Daryl Roth just received the 2013 Tony® Award for Best Musical for her hit production of Kinky Boots. She holds the singular distinction of producing seven Pulitzer Prize-winning plays: August: Osage County (Tony Award), Proof (Tony Award), Wit, How I Learned to Drive, Anna in the Tropics, Edward Albee’s Three Tall Women, and Clybourne Park (Tony Award). Over 85 Award-winning productions including: Love, Loss, and What I Wore; The Baby Dance; Bea Arthur on Broadway; Camping with Henry and Tom; Caroline, or Change; A Catered Affair; Closer Than Ever; Curtains; De La Guarda; Defying Gravity; Die Mommie Die!; The Divine Sister; Driving Miss Daisy; Fela!; Edward Albee’s The Goat, or Who Is Sylvia? (Tony Award); Irena’s Vow; A Little Night Music; Manuscript; Medea; The Normal Heart (Tony Award); Old Wicked Songs; One Man, Two Guvnors; Edward Albee’s The Play About the Baby; Salome; Snakebit; The Tale of the Allergist’s Wife; The Temperamentals; Thom Pain…; Through the Night; Thurgood; Twilight: Los Angeles, 1992; Vigil; War Horse (Tony Award); Albee’s Who’s Afraid of Virginia Woolf?; The Year of Magical Thinking; and the documentary film My Dog: An Unconditional Love Story.

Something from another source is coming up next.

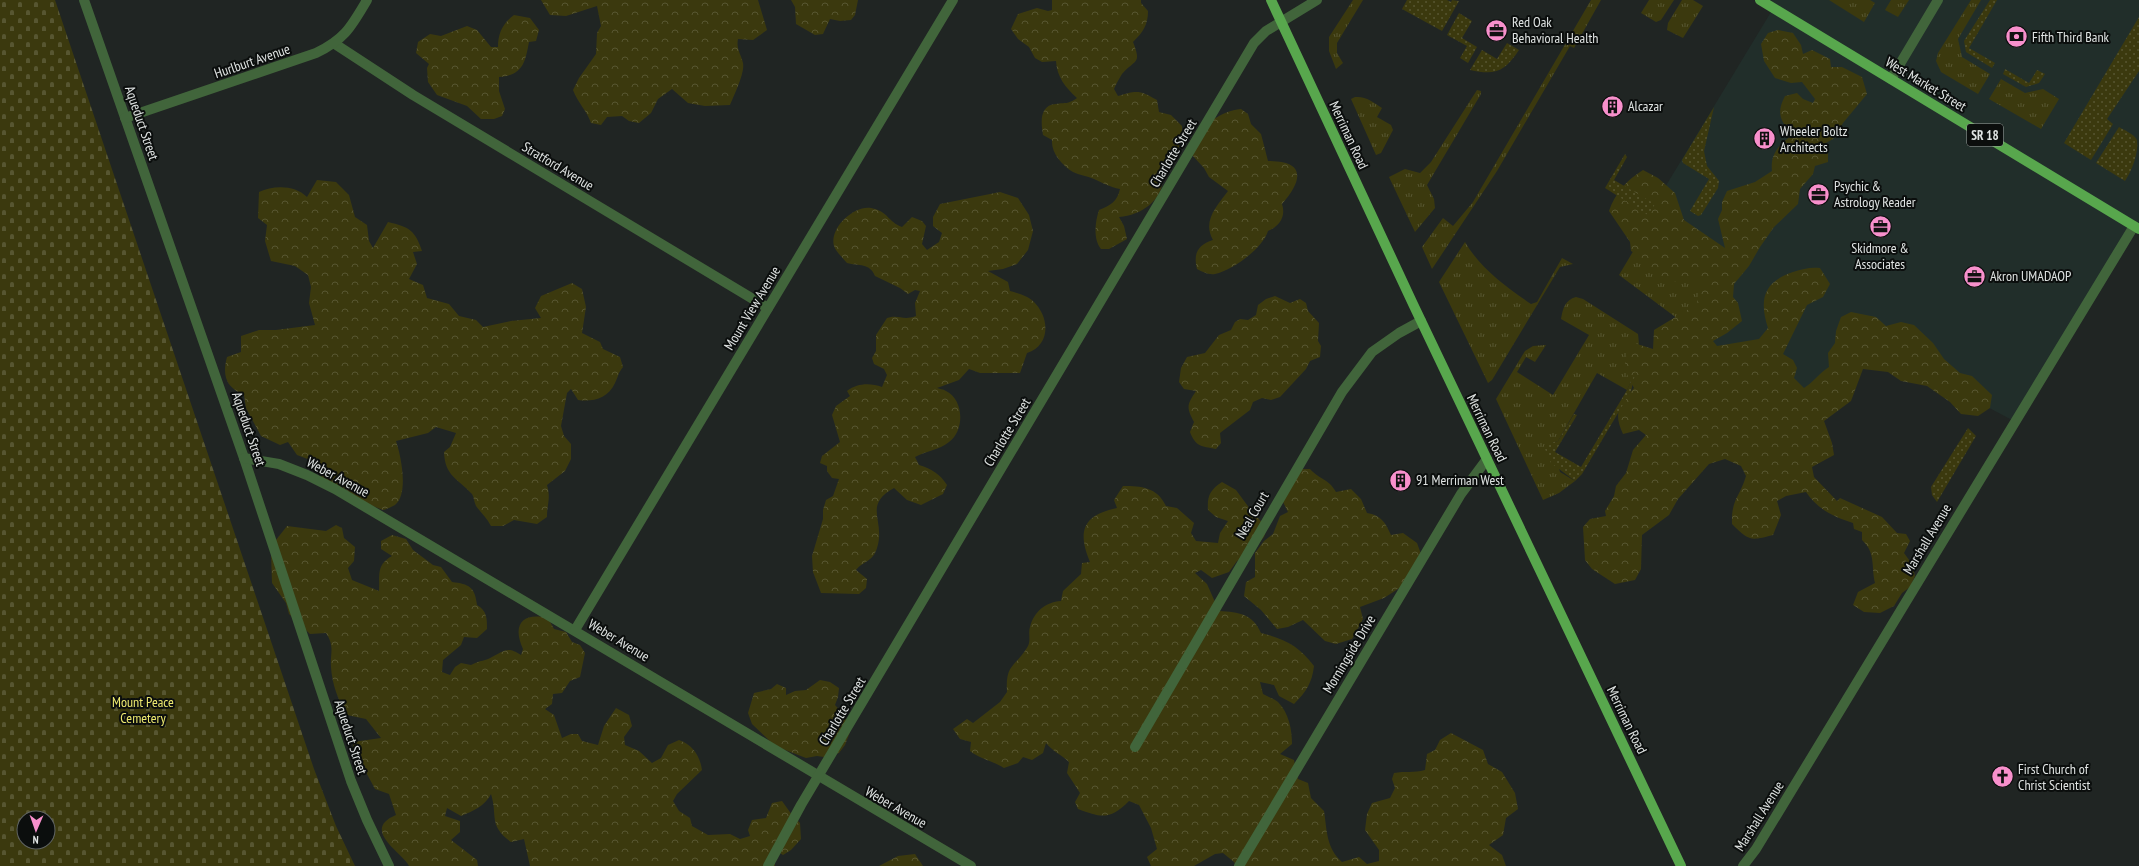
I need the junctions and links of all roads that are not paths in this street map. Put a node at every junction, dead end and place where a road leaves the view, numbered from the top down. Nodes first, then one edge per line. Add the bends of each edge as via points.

Eva Price was most recently represented on Broadway by Peter and the Starcatcher, which won 5 Tony Awards during its celebrated run and now continues Off-Broadway at New World Stages. Broadway: Annie (2013 Tony nomination for Best Revival of a Musical), Lewis Black, Franke Valli and the Four Seasons, Kathy Griffin Wants A Tony, Colin Quinn Long Story Short, The Merchant of Venice, The Addams Family, Wishful Drinking, How the Grinch Stole Christmas. Selected Off-Broadway and Touring: Forever Dusty, Voca People, Ella, The Magic School Bus Live!, ‘S Wonderful. Eva was recently named to Crain’s New York “40 Under Forty” Rising Stars in Business and Blouin Art Info’s “Top 25 Under 35” Emerging Broadway Players.